» Task to complete
Look through the material below and copy every line containing the word "Hawthorn".

» Information supplied
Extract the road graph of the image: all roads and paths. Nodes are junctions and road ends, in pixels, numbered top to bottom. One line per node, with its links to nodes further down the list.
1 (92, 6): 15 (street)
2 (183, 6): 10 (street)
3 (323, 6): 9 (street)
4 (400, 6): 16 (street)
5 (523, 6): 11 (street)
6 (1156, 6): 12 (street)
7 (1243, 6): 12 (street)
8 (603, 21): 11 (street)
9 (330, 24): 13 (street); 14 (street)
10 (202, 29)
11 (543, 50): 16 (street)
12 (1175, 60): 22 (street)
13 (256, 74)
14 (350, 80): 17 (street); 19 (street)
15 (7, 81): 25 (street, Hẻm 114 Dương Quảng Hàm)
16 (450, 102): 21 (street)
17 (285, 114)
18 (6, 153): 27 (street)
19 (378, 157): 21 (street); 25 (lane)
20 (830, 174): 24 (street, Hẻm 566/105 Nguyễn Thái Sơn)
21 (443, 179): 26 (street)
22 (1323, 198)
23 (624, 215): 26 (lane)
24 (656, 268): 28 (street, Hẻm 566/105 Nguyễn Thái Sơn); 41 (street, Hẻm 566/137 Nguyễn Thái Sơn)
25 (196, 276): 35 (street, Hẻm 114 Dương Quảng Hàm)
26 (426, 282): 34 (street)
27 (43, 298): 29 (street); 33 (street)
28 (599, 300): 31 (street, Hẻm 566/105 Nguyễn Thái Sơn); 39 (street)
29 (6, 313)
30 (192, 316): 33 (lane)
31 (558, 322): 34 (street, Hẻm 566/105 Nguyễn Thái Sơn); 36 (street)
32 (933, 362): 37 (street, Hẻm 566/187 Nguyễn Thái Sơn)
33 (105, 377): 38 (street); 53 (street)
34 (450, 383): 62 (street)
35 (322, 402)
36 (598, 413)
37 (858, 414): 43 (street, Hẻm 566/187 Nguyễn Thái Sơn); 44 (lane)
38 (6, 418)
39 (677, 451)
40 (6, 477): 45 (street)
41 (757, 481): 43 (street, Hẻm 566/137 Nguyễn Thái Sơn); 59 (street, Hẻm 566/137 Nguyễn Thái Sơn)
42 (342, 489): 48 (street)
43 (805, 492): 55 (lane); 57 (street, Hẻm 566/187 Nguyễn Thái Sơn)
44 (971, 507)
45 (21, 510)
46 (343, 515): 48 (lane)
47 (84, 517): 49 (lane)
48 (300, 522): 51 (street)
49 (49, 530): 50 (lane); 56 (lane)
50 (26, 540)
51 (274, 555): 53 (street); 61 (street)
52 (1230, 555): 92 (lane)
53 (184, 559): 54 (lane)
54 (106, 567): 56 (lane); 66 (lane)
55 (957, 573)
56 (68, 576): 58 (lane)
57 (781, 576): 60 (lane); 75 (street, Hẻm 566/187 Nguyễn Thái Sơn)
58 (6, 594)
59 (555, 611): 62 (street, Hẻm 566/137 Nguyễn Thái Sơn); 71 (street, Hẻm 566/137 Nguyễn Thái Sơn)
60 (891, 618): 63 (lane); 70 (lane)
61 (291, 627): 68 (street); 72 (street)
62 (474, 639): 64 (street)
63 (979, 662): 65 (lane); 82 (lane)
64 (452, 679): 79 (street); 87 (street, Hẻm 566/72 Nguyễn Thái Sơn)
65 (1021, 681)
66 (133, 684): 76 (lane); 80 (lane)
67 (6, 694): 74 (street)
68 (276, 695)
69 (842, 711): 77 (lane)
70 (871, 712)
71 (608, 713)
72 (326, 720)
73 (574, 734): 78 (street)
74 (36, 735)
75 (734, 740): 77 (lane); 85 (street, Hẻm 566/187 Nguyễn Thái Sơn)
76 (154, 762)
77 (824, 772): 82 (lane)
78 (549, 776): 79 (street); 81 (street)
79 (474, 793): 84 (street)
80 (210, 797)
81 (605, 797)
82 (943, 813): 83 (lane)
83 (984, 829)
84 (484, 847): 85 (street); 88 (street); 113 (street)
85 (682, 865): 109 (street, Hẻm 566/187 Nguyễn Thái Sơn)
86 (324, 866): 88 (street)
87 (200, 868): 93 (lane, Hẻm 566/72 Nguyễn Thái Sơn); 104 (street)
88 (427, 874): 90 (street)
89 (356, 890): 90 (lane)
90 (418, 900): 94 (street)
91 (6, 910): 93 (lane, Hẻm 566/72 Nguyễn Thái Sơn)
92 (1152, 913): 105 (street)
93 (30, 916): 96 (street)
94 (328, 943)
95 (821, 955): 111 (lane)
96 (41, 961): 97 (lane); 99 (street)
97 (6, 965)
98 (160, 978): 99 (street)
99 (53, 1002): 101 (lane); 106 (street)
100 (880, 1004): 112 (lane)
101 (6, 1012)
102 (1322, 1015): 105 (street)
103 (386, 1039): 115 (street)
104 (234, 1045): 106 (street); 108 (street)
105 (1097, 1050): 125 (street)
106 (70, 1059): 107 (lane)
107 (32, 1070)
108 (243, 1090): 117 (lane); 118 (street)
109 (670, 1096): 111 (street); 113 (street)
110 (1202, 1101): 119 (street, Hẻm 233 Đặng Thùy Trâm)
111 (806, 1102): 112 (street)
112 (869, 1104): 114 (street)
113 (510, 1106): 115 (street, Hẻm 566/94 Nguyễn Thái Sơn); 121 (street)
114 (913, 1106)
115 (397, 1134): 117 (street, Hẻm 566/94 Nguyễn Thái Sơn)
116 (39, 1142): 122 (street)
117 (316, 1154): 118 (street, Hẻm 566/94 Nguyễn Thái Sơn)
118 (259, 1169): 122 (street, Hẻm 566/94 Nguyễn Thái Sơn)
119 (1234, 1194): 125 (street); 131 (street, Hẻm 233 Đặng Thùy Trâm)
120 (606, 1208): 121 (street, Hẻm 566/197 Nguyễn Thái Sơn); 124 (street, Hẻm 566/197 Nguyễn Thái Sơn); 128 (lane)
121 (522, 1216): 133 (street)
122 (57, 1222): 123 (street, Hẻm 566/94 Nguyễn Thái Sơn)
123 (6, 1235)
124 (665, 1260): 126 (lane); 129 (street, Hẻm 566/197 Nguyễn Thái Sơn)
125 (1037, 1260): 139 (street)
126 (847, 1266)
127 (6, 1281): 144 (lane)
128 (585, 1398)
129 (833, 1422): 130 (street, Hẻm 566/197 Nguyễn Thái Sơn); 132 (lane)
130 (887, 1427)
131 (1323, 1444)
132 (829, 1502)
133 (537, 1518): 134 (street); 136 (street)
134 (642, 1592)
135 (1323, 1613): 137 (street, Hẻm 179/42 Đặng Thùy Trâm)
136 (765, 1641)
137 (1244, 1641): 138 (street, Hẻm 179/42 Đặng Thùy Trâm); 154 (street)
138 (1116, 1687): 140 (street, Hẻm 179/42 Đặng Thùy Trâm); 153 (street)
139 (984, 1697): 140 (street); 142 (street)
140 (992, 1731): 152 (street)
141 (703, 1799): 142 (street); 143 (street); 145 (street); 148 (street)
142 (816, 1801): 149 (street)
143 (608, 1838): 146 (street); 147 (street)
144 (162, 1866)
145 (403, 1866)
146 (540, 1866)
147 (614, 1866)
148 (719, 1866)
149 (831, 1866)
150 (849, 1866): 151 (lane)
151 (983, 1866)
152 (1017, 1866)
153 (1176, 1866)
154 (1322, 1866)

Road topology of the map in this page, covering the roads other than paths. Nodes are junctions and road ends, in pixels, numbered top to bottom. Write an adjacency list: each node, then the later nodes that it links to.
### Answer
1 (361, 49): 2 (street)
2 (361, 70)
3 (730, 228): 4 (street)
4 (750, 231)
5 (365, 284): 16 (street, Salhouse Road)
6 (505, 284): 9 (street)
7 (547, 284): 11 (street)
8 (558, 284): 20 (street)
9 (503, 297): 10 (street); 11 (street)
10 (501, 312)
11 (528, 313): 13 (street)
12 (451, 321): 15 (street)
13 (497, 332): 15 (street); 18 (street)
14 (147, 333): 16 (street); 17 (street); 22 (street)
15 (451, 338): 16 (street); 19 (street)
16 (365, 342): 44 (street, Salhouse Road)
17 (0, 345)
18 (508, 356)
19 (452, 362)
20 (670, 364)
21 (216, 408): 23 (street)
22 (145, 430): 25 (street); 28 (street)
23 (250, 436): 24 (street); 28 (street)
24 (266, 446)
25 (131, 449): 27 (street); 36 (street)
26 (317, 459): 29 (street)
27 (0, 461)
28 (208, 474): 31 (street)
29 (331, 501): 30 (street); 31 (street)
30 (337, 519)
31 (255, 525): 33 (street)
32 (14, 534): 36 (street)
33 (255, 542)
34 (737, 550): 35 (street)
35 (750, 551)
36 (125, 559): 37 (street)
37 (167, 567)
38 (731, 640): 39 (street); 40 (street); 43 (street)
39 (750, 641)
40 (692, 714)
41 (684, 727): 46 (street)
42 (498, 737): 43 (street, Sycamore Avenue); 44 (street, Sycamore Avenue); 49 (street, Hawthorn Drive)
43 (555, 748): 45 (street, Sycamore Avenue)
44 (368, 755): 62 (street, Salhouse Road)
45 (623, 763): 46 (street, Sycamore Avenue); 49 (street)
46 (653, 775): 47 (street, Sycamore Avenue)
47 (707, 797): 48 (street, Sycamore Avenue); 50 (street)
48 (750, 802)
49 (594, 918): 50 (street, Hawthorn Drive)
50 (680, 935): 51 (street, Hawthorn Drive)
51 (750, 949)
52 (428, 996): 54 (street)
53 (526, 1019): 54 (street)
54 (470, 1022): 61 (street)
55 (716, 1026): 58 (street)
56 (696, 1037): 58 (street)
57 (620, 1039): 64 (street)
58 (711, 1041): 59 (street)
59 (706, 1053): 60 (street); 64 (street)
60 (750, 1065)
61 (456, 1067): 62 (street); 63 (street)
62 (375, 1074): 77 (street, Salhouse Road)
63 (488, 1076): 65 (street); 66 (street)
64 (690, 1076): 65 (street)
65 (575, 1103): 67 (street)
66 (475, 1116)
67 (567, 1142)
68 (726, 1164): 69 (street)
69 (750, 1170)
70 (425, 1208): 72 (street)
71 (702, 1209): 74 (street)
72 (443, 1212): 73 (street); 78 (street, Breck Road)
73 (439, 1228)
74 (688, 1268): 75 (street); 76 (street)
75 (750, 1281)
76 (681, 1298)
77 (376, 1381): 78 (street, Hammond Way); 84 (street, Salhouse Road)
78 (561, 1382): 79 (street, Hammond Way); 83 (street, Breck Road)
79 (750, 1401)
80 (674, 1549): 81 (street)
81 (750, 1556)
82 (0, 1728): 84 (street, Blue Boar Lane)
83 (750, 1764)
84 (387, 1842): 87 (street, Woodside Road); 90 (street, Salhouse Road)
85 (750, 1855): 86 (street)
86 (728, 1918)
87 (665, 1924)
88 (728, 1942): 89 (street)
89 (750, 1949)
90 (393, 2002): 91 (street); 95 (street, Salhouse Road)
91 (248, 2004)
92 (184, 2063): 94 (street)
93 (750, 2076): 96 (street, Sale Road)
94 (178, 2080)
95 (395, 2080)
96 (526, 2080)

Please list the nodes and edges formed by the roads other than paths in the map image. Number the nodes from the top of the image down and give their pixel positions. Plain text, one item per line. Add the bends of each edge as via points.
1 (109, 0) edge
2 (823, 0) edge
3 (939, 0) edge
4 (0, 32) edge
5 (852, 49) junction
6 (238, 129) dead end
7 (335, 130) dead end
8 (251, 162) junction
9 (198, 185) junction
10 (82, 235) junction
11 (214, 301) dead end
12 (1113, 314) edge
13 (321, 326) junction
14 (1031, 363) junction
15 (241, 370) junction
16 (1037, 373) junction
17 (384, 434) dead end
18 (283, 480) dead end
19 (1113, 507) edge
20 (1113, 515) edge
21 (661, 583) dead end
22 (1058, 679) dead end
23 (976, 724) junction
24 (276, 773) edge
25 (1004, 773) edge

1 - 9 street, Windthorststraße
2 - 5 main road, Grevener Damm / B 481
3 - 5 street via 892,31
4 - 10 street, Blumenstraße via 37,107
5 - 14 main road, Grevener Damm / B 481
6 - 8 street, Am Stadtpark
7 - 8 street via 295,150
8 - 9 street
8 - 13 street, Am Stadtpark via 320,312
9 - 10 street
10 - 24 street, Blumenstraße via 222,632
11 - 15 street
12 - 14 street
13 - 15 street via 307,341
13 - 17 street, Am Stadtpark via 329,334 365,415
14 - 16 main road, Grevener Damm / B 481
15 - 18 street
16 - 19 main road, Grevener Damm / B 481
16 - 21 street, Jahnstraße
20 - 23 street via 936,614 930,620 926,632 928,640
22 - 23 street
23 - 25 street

» Answer space
42 (498, 737): 43 (street, Sycamore Avenue); 44 (street, Sycamore Avenue); 49 (street, Hawthorn Drive)
49 (594, 918): 50 (street, Hawthorn Drive)
50 (680, 935): 51 (street, Hawthorn Drive)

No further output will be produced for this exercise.